Doodledog Sat 12-Aug-23 12:40:30

That story is disgraceful. It is further evidence that this issue is not confined to a few militants, and what happens when institutions get 'captured' by the Stonewall agenda. If a hospital will cancel an important operation, and people who speak out are cancelled or lose their careers, what more needs to happen before people stop seeing this as about 'kindness' and 'authentic selves'?

DiamondLily Sat 12-Aug-23 09:34:02

The woman, who had her (important) operation cancelled, has told her story. She's doing it, as she's retired, is legally trained, and says she has nothing to lose by speaking out:

www.dailymail.co.uk/news/article-12398959/Retired-solicitor-left-deaths-door-surgery-cancelled-dared-object-trans-woman-nurse-hospital-room-tells-shocking-story-vowing-cancel-Im-not-scared-speak-out.html

Doodledog Thu 10-Aug-23 23:09:12

Disabled loos are usually in the Ladies, as are the baby change facilities, so women, who take longer anyway, have to wait even longer to use them, which gets worse when they are also designated ’gender neutral’.

Why not have male and female ones, and fight for acceptance of transpeople as transpeople, not pretend they have changed sex.

Galaxy Thu 10-Aug-23 21:29:34

People with disabilities fought very hard for those facilities.

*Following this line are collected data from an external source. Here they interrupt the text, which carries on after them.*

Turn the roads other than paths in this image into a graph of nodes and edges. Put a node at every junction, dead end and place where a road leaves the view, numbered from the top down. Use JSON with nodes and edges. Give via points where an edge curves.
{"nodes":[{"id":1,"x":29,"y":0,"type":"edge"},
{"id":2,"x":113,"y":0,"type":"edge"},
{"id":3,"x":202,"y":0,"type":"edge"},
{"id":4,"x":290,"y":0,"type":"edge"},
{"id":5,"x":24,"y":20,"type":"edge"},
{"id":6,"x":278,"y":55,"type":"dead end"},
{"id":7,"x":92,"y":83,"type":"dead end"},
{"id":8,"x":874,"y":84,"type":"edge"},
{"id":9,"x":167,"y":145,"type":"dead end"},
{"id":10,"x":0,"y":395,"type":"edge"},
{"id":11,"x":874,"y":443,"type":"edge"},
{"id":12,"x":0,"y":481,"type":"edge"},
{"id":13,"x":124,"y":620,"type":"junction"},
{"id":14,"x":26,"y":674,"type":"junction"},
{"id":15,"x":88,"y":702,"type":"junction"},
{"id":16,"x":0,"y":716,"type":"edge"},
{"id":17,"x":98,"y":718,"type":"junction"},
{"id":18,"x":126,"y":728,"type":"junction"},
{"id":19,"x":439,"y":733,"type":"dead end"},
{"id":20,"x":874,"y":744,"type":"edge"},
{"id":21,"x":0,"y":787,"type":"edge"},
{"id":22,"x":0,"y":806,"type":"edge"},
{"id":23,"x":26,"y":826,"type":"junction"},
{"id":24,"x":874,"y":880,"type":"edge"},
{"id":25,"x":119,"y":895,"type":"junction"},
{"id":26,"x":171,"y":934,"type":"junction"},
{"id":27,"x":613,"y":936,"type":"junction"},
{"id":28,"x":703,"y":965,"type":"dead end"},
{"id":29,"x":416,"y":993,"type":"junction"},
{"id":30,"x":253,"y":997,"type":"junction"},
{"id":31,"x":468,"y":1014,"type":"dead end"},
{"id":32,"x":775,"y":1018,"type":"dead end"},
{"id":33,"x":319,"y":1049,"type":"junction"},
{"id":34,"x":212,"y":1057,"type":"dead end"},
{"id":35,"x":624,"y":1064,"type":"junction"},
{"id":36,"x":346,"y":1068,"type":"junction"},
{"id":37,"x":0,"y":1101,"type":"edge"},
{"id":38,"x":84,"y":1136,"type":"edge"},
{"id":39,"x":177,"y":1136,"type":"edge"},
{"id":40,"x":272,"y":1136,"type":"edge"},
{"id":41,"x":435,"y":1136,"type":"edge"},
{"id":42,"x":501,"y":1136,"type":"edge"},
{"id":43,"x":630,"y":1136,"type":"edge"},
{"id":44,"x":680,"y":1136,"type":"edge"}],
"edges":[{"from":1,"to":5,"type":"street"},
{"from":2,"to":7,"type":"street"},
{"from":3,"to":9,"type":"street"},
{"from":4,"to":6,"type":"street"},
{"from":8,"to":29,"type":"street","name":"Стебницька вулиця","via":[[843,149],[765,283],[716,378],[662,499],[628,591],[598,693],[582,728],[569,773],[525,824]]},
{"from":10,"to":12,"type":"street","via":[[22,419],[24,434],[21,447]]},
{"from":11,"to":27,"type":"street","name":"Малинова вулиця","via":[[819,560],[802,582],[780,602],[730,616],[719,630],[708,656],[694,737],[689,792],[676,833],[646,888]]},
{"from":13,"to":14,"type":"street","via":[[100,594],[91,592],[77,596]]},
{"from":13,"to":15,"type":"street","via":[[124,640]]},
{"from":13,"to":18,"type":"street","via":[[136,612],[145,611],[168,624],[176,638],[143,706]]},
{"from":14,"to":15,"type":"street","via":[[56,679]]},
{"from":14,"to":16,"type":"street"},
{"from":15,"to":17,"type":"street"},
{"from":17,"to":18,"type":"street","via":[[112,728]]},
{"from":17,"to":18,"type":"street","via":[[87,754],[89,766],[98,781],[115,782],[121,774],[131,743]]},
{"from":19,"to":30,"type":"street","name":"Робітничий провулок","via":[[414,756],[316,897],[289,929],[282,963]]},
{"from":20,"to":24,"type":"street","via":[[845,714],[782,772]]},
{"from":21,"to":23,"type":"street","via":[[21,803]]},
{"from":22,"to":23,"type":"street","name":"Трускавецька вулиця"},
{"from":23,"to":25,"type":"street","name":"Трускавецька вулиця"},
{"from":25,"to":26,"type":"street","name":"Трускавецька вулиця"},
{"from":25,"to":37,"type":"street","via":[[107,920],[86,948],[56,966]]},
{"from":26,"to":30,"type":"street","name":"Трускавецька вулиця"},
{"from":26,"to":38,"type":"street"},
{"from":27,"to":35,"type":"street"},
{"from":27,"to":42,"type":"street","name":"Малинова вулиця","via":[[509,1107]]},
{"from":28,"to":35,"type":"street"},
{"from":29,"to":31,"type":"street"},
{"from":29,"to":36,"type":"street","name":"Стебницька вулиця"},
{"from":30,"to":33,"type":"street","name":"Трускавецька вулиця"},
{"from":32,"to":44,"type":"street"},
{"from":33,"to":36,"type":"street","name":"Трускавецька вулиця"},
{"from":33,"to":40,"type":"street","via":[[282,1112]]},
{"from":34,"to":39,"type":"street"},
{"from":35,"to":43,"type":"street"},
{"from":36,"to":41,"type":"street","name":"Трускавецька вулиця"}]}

I wont forget the day I watched an incredibly entitled woman explaining to a woman in the wheelchair that she had used the disabled toilet as she had a corset on that was really hard to remove. The woman in the wheelchair showed more restraint than I would have been capable of.
Either provide an enclosed cubicle with sink or provide single sex and gender neutral toilets.

varian Thu 10-Aug-23 21:15:27

Perhaps anyone transitioning should use the disabled loo. Would that solve the problem?

Doodledog Thu 10-Aug-23 19:24:09

Absolutely.

Galaxy Thu 10-Aug-23 18:58:22

We also should challenge the weirdly sexist ideas that have been aired by those in the medical profession, what kn earth does living as a woman mean. Its sexist nonsense. If I never use a public toilet again I will still be a woman.

Doodledog Thu 10-Aug-23 18:47:58

varian

There are also women who want to transition and have to live as men for two years. Which loo should they use?

As I keep saying I think that everyone should use facilities in line with their sex, not their so-called ‘gender’, and if people want to do otherwise they should come up with solutions. If transwomen want to use male facilities they should ask men what they think and come up with an acceptable solution. It’s none of my business. I am only talking about safe spaces here. Places where women and girls are vulnerable. I don’t know why that’s hard to understand.

SueDonim Thu 10-Aug-23 12:41:39

The Atlantic has a piece in it this week about how the gender war is over in Britain, focusing on Keir Starmer’s latest position.

www.theatlantic.com/ideas/archive/2023/08/uk-trans-rights-labour-party/674944/

varian Thu 10-Aug-23 12:02:36

There are also women who want to transition and have to live as men for two years. Which loo should they use?

Doodledog Wed 09-Aug-23 22:41:54

Not for me to say, really. Why are these things pushed onto women to decide? What does the man think would be a good idea, and how would he ensure that there was no risk to the women whose sex he wants to become part of? I am thinking of protection for women and girls - the men who want to transition are thinking of men's wants.

varian Wed 09-Aug-23 19:02:41

So does a man wishing to transition, then manage to live as a woman for two years or whatever is required by the doctors to qualify for gender reassignment surgery, without being able to access a ladies loo?